Occasional Paper: The Cost Crisis and Crime in Scotland
Within the context of the ongoing cost crisis, this occasional paper explores the relationship between macroeconomic performance and crime in Scotland.
This occasional paper explores the relationship between macroeconomic performance and crime. It first presents a summary of the academic literature on a range of economic variables and crime, specifically in relation to previous periods of economic downturn. Emergent themes from the literature are then further explored using the latest crime statistics to monitor trends during this current period of cost crisis.
The central focus of this first occasional paper is economic performance and crimes against property, including acquisitive crime. A second paper will follow the publication of the 2021/22 Scottish Crime and Justice Survey and will further consider violent crime and domestic abuse, in addition to revisiting the crime types identified in this paper.
There is an ongoing cost of living crisis in Scotland and the rest of the United Kingdom, which is characterised by higher energy costs, higher food and other household costs, and real term pay decreases. Cost pressures have been apparent since late 2021 and in October 2022 the inflation rate reached a 41-year high of 11.1%. It has now fallen to 6.7% (CPI, August, 2023), down from 10.1% in March. However, food and non-alcoholic beverage prices are rising at a fast rate (prices rose 17.4% over the year to June, 13.6% over the year to August). Analysis by the Resolution Foundation conducted in May 2023 argues that 'the food price shock is about to overtake the energy price shock as the biggest threat to family finances'. Polling shows that the cost of living crisis is high in the public consciousness and an issue of significant and continued concern. Inflation is expected to reduce over the course of 2023, however, lower inflation does not mean prices fall, rather prices increase less rapidly.

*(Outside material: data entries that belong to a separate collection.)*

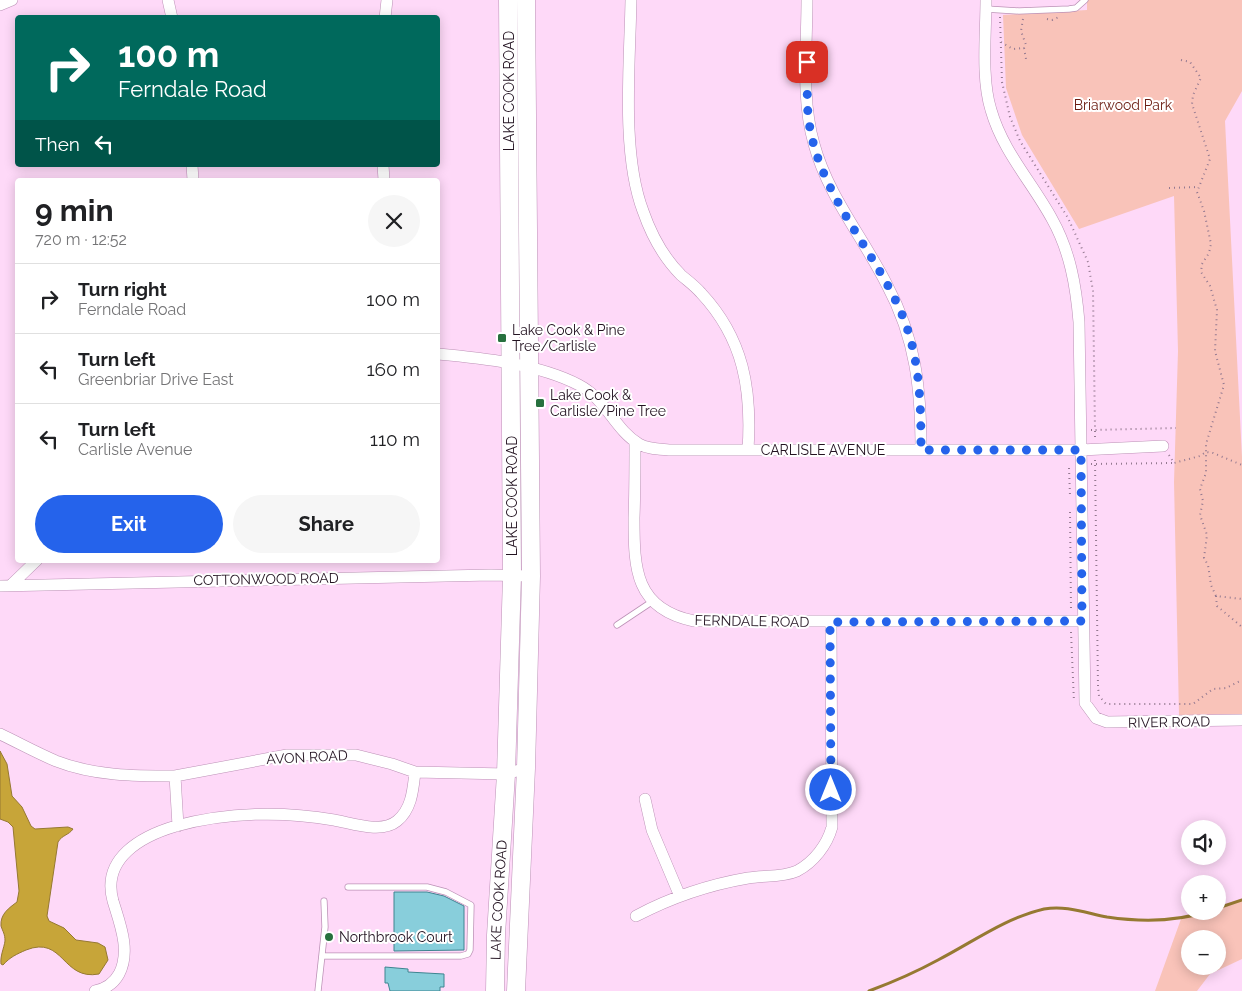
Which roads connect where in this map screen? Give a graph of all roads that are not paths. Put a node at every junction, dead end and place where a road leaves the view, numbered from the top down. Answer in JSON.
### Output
{"nodes":[{"id":1,"x":12,"y":0,"type":"edge"},
{"id":2,"x":168,"y":0,"type":"edge"},
{"id":3,"x":387,"y":0,"type":"edge"},
{"id":4,"x":508,"y":0,"type":"edge"},
{"id":5,"x":526,"y":0,"type":"edge"},
{"id":6,"x":631,"y":0,"type":"edge"},
{"id":7,"x":807,"y":0,"type":"edge"},
{"id":8,"x":1085,"y":0,"type":"edge"},
{"id":9,"x":986,"y":4,"type":"edge"},
{"id":10,"x":0,"y":5,"type":"edge"},
{"id":11,"x":171,"y":15,"type":"edge"},
{"id":12,"x":385,"y":15,"type":"edge"},
{"id":13,"x":440,"y":354,"type":"edge"},
{"id":14,"x":512,"y":365,"type":"junction"},
{"id":15,"x":530,"y":369,"type":"junction"},
{"id":16,"x":635,"y":440,"type":"junction"},
{"id":17,"x":1163,"y":446,"type":"road end"},
{"id":18,"x":748,"y":450,"type":"junction"},
{"id":19,"x":921,"y":450,"type":"junction"},
{"id":20,"x":1081,"y":450,"type":"junction"},
{"id":21,"x":33,"y":563,"type":"edge"},
{"id":22,"x":512,"y":576,"type":"junction"},
{"id":23,"x":531,"y":576,"type":"junction"},
{"id":24,"x":5,"y":585,"type":"edge"},
{"id":25,"x":653,"y":601,"type":"junction"},
{"id":26,"x":1077,"y":621,"type":"junction"},
{"id":27,"x":830,"y":622,"type":"junction"},
{"id":28,"x":617,"y":625,"type":"dead end"},
{"id":29,"x":1242,"y":720,"type":"edge"},
{"id":30,"x":0,"y":734,"type":"edge"},
{"id":31,"x":526,"y":768,"type":"junction"},
{"id":32,"x":415,"y":772,"type":"junction"},
{"id":33,"x":506,"y":774,"type":"junction"},
{"id":34,"x":175,"y":776,"type":"junction"},
{"id":35,"x":645,"y":799,"type":"dead end"},
{"id":36,"x":178,"y":826,"type":"junction"},
{"id":37,"x":348,"y":887,"type":"dead end"},
{"id":38,"x":679,"y":894,"type":"junction"},
{"id":39,"x":324,"y":901,"type":"dead end"},
{"id":40,"x":636,"y":916,"type":"dead end"},
{"id":41,"x":322,"y":956,"type":"junction"},
{"id":42,"x":95,"y":991,"type":"edge"},
{"id":43,"x":318,"y":991,"type":"edge"},
{"id":44,"x":496,"y":991,"type":"edge"},
{"id":45,"x":516,"y":991,"type":"edge"}],
"edges":[{"from":1,"to":10,"type":"street"},
{"from":2,"to":11,"type":"street"},
{"from":3,"to":12,"type":"street"},
{"from":4,"to":14,"type":"main road","name":"LAKE COOK ROAD"},
{"from":5,"to":15,"type":"main road","name":"LAKE COOK ROAD"},
{"from":6,"to":18,"type":"street"},
{"from":7,"to":19,"type":"street"},
{"from":8,"to":9,"type":"lane"},
{"from":9,"to":20,"type":"street"},
{"from":13,"to":14,"type":"street","name":"CARLISLE AVENUE"},
{"from":14,"to":15,"type":"street","name":"CARLISLE AVENUE"},
{"from":14,"to":22,"type":"main road","name":"LAKE COOK ROAD"},
{"from":15,"to":16,"type":"street","name":"CARLISLE AVENUE"},
{"from":15,"to":23,"type":"main road","name":"LAKE COOK ROAD"},
{"from":16,"to":18,"type":"street","name":"CARLISLE AVENUE"},
{"from":16,"to":25,"type":"street","name":"FERNDALE ROAD"},
{"from":17,"to":20,"type":"street","name":"CARLISLE AVENUE"},
{"from":18,"to":19,"type":"street","name":"CARLISLE AVENUE"},
{"from":19,"to":20,"type":"street","name":"CARLISLE AVENUE"},
{"from":20,"to":26,"type":"street"},
{"from":21,"to":24,"type":"street"},
{"from":22,"to":23,"type":"street","name":"COTTONWOOD ROAD"},
{"from":22,"to":24,"type":"street","name":"COTTONWOOD ROAD"},
{"from":22,"to":33,"type":"main road","name":"LAKE COOK ROAD"},
{"from":23,"to":31,"type":"main road","name":"LAKE COOK ROAD"},
{"from":25,"to":27,"type":"street","name":"FERNDALE ROAD"},
{"from":25,"to":28,"type":"lane"},
{"from":26,"to":27,"type":"street","name":"FERNDALE ROAD"},
{"from":26,"to":29,"type":"street","name":"RIVER ROAD"},
{"from":27,"to":38,"type":"street"},
{"from":30,"to":34,"type":"street","name":"AVON ROAD"},
{"from":31,"to":33,"type":"street","name":"AVON ROAD"},
{"from":31,"to":45,"type":"main road","name":"LAKE COOK ROAD"},
{"from":32,"to":33,"type":"street","name":"AVON ROAD"},
{"from":32,"to":34,"type":"street","name":"AVON ROAD"},
{"from":32,"to":36,"type":"street"},
{"from":33,"to":44,"type":"main road","name":"LAKE COOK ROAD"},
{"from":34,"to":36,"type":"street"},
{"from":35,"to":38,"type":"street"},
{"from":36,"to":42,"type":"street"},
{"from":37,"to":41,"type":"lane"},
{"from":38,"to":40,"type":"street"},
{"from":39,"to":41,"type":"lane"},
{"from":41,"to":43,"type":"lane"}]}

Furthermore, there will be ongoing, long-term consequences for those that have mortgages. According to the Bank of England, around a million households with a fixed-rate mortgage will see their monthly repayments go up by about £500 by the end of 2026. This means that the full effects of the Bank of England's interest rate rises have not yet been felt and that we are yet to see a dramatic rise in borrowing costs for homeowners and a resulting hit to their living standards. In addition, renters may also be impacted by landlords passing on these higher costs by pushing up rents at some of the fastest rates on record.
The paper is structured into two parts. Part One provides an overview of the existing evidence on how macroeconomic performance affects crime. Part Two summarises the latest position for those crime types evidenced to be impacted by economic performance, as identified in Part One.